Work required - Write each entry out again exactly, with nothing omitted.

── Provided data

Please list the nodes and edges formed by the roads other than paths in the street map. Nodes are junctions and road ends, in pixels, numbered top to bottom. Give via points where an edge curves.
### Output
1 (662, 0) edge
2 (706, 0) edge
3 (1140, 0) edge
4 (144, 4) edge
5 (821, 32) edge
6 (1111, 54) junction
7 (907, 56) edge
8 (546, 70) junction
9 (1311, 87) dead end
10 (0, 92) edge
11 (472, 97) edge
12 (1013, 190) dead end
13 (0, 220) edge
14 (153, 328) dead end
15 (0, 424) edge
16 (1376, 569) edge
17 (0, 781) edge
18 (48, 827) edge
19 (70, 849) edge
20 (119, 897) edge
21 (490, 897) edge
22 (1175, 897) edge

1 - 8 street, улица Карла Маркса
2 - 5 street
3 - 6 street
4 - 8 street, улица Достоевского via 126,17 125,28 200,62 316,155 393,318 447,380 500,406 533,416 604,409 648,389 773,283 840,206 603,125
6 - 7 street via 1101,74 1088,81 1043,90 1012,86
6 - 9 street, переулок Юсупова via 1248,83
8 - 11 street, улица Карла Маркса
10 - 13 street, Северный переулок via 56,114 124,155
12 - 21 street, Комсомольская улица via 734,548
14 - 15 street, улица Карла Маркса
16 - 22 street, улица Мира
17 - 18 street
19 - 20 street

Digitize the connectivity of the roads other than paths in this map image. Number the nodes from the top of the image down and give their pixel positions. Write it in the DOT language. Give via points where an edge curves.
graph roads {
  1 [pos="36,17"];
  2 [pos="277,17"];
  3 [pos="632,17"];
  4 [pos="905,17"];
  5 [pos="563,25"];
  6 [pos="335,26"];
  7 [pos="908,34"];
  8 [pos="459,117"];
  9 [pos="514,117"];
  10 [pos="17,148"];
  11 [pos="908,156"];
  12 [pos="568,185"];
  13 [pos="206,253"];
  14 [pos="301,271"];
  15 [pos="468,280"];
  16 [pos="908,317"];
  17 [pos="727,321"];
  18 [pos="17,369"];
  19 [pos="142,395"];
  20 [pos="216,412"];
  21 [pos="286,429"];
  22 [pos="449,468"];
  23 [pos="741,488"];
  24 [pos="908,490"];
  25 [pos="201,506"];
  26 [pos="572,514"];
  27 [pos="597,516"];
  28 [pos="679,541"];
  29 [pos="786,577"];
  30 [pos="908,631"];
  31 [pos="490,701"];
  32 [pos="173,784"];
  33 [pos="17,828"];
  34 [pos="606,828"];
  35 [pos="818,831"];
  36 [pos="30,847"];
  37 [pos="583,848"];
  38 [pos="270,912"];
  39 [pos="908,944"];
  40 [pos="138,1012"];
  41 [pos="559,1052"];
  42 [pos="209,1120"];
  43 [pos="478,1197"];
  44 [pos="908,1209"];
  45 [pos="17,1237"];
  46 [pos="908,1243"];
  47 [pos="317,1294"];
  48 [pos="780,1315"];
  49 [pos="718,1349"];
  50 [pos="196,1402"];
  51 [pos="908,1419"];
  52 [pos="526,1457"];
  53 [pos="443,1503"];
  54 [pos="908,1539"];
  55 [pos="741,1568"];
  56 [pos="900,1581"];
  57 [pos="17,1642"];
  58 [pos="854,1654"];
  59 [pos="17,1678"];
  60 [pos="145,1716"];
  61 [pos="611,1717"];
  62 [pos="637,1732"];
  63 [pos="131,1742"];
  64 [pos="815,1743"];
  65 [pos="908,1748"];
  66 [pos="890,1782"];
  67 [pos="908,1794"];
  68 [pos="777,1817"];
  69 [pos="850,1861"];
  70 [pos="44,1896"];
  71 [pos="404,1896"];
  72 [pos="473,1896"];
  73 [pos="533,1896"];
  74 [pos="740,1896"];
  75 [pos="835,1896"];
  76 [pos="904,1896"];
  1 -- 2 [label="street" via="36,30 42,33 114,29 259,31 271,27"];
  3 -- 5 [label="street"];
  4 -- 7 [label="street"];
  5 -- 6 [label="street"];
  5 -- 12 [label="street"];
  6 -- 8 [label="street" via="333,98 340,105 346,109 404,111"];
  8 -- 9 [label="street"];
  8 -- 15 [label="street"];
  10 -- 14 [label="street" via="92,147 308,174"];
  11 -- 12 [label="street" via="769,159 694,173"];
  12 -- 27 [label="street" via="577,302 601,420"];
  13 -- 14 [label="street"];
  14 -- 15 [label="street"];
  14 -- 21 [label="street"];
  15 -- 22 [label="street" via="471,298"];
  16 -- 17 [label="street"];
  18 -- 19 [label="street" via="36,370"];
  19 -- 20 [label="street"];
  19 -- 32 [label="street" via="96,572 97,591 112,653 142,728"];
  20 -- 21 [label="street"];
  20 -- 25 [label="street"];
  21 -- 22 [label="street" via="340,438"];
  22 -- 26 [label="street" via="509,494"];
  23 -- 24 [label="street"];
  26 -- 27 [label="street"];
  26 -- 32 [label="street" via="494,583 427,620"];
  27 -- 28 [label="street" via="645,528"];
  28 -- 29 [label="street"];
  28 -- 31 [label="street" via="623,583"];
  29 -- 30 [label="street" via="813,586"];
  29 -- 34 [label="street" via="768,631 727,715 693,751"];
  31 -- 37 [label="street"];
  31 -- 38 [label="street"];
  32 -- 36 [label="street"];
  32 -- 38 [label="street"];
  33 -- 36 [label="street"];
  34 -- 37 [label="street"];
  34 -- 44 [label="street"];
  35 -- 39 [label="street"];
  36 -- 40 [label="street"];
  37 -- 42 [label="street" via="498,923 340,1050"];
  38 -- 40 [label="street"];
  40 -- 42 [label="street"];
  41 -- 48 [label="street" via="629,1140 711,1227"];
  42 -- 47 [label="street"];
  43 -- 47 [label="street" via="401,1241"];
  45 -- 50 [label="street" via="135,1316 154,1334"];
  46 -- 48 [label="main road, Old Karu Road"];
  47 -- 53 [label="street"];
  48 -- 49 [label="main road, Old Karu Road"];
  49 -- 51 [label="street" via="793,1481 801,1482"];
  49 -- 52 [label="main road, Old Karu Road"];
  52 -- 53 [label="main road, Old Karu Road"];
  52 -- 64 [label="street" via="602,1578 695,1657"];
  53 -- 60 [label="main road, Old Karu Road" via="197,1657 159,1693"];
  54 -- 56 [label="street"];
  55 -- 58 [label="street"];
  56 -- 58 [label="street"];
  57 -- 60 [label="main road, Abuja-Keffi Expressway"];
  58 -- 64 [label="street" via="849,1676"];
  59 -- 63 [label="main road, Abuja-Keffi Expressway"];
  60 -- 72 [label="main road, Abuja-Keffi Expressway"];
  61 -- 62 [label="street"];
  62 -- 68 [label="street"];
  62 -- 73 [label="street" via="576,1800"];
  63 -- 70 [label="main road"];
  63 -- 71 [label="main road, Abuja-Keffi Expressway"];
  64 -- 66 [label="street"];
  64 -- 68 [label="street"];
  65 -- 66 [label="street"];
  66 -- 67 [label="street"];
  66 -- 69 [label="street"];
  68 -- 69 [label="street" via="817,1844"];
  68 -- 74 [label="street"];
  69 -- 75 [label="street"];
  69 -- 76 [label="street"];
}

────

Exercise result -
Please list the nodes and edges formed by the roads other than paths in the street map. Nodes are junctions and road ends, in pixels, numbered top to bottom. Give via points where an edge curves.
### Output
1 (662, 0) edge
2 (706, 0) edge
3 (1140, 0) edge
4 (144, 4) edge
5 (821, 32) edge
6 (1111, 54) junction
7 (907, 56) edge
8 (546, 70) junction
9 (1311, 87) dead end
10 (0, 92) edge
11 (472, 97) edge
12 (1013, 190) dead end
13 (0, 220) edge
14 (153, 328) dead end
15 (0, 424) edge
16 (1376, 569) edge
17 (0, 781) edge
18 (48, 827) edge
19 (70, 849) edge
20 (119, 897) edge
21 (490, 897) edge
22 (1175, 897) edge

1 - 8 street, улица Карла Маркса
2 - 5 street
3 - 6 street
4 - 8 street, улица Достоевского via 126,17 125,28 200,62 316,155 393,318 447,380 500,406 533,416 604,409 648,389 773,283 840,206 603,125
6 - 7 street via 1101,74 1088,81 1043,90 1012,86
6 - 9 street, переулок Юсупова via 1248,83
8 - 11 street, улица Карла Маркса
10 - 13 street, Северный переулок via 56,114 124,155
12 - 21 street, Комсомольская улица via 734,548
14 - 15 street, улица Карла Маркса
16 - 22 street, улица Мира
17 - 18 street
19 - 20 street

Digitize the connectivity of the roads other than paths in this map image. Number the nodes from the top of the image down and give their pixel positions. Write it in the DOT language. Give via points where an edge curves.
graph roads {
  1 [pos="36,17"];
  2 [pos="277,17"];
  3 [pos="632,17"];
  4 [pos="905,17"];
  5 [pos="563,25"];
  6 [pos="335,26"];
  7 [pos="908,34"];
  8 [pos="459,117"];
  9 [pos="514,117"];
  10 [pos="17,148"];
  11 [pos="908,156"];
  12 [pos="568,185"];
  13 [pos="206,253"];
  14 [pos="301,271"];
  15 [pos="468,280"];
  16 [pos="908,317"];
  17 [pos="727,321"];
  18 [pos="17,369"];
  19 [pos="142,395"];
  20 [pos="216,412"];
  21 [pos="286,429"];
  22 [pos="449,468"];
  23 [pos="741,488"];
  24 [pos="908,490"];
  25 [pos="201,506"];
  26 [pos="572,514"];
  27 [pos="597,516"];
  28 [pos="679,541"];
  29 [pos="786,577"];
  30 [pos="908,631"];
  31 [pos="490,701"];
  32 [pos="173,784"];
  33 [pos="17,828"];
  34 [pos="606,828"];
  35 [pos="818,831"];
  36 [pos="30,847"];
  37 [pos="583,848"];
  38 [pos="270,912"];
  39 [pos="908,944"];
  40 [pos="138,1012"];
  41 [pos="559,1052"];
  42 [pos="209,1120"];
  43 [pos="478,1197"];
  44 [pos="908,1209"];
  45 [pos="17,1237"];
  46 [pos="908,1243"];
  47 [pos="317,1294"];
  48 [pos="780,1315"];
  49 [pos="718,1349"];
  50 [pos="196,1402"];
  51 [pos="908,1419"];
  52 [pos="526,1457"];
  53 [pos="443,1503"];
  54 [pos="908,1539"];
  55 [pos="741,1568"];
  56 [pos="900,1581"];
  57 [pos="17,1642"];
  58 [pos="854,1654"];
  59 [pos="17,1678"];
  60 [pos="145,1716"];
  61 [pos="611,1717"];
  62 [pos="637,1732"];
  63 [pos="131,1742"];
  64 [pos="815,1743"];
  65 [pos="908,1748"];
  66 [pos="890,1782"];
  67 [pos="908,1794"];
  68 [pos="777,1817"];
  69 [pos="850,1861"];
  70 [pos="44,1896"];
  71 [pos="404,1896"];
  72 [pos="473,1896"];
  73 [pos="533,1896"];
  74 [pos="740,1896"];
  75 [pos="835,1896"];
  76 [pos="904,1896"];
  1 -- 2 [label="street" via="36,30 42,33 114,29 259,31 271,27"];
  3 -- 5 [label="street"];
  4 -- 7 [label="street"];
  5 -- 6 [label="street"];
  5 -- 12 [label="street"];
  6 -- 8 [label="street" via="333,98 340,105 346,109 404,111"];
  8 -- 9 [label="street"];
  8 -- 15 [label="street"];
  10 -- 14 [label="street" via="92,147 308,174"];
  11 -- 12 [label="street" via="769,159 694,173"];
  12 -- 27 [label="street" via="577,302 601,420"];
  13 -- 14 [label="street"];
  14 -- 15 [label="street"];
  14 -- 21 [label="street"];
  15 -- 22 [label="street" via="471,298"];
  16 -- 17 [label="street"];
  18 -- 19 [label="street" via="36,370"];
  19 -- 20 [label="street"];
  19 -- 32 [label="street" via="96,572 97,591 112,653 142,728"];
  20 -- 21 [label="street"];
  20 -- 25 [label="street"];
  21 -- 22 [label="street" via="340,438"];
  22 -- 26 [label="street" via="509,494"];
  23 -- 24 [label="street"];
  26 -- 27 [label="street"];
  26 -- 32 [label="street" via="494,583 427,620"];
  27 -- 28 [label="street" via="645,528"];
  28 -- 29 [label="street"];
  28 -- 31 [label="street" via="623,583"];
  29 -- 30 [label="street" via="813,586"];
  29 -- 34 [label="street" via="768,631 727,715 693,751"];
  31 -- 37 [label="street"];
  31 -- 38 [label="street"];
  32 -- 36 [label="street"];
  32 -- 38 [label="street"];
  33 -- 36 [label="street"];
  34 -- 37 [label="street"];
  34 -- 44 [label="street"];
  35 -- 39 [label="street"];
  36 -- 40 [label="street"];
  37 -- 42 [label="street" via="498,923 340,1050"];
  38 -- 40 [label="street"];
  40 -- 42 [label="street"];
  41 -- 48 [label="street" via="629,1140 711,1227"];
  42 -- 47 [label="street"];
  43 -- 47 [label="street" via="401,1241"];
  45 -- 50 [label="street" via="135,1316 154,1334"];
  46 -- 48 [label="main road, Old Karu Road"];
  47 -- 53 [label="street"];
  48 -- 49 [label="main road, Old Karu Road"];
  49 -- 51 [label="street" via="793,1481 801,1482"];
  49 -- 52 [label="main road, Old Karu Road"];
  52 -- 53 [label="main road, Old Karu Road"];
  52 -- 64 [label="street" via="602,1578 695,1657"];
  53 -- 60 [label="main road, Old Karu Road" via="197,1657 159,1693"];
  54 -- 56 [label="street"];
  55 -- 58 [label="street"];
  56 -- 58 [label="street"];
  57 -- 60 [label="main road, Abuja-Keffi Expressway"];
  58 -- 64 [label="street" via="849,1676"];
  59 -- 63 [label="main road, Abuja-Keffi Expressway"];
  60 -- 72 [label="main road, Abuja-Keffi Expressway"];
  61 -- 62 [label="street"];
  62 -- 68 [label="street"];
  62 -- 73 [label="street" via="576,1800"];
  63 -- 70 [label="main road"];
  63 -- 71 [label="main road, Abuja-Keffi Expressway"];
  64 -- 66 [label="street"];
  64 -- 68 [label="street"];
  65 -- 66 [label="street"];
  66 -- 67 [label="street"];
  66 -- 69 [label="street"];
  68 -- 69 [label="street" via="817,1844"];
  68 -- 74 [label="street"];
  69 -- 75 [label="street"];
  69 -- 76 [label="street"];
}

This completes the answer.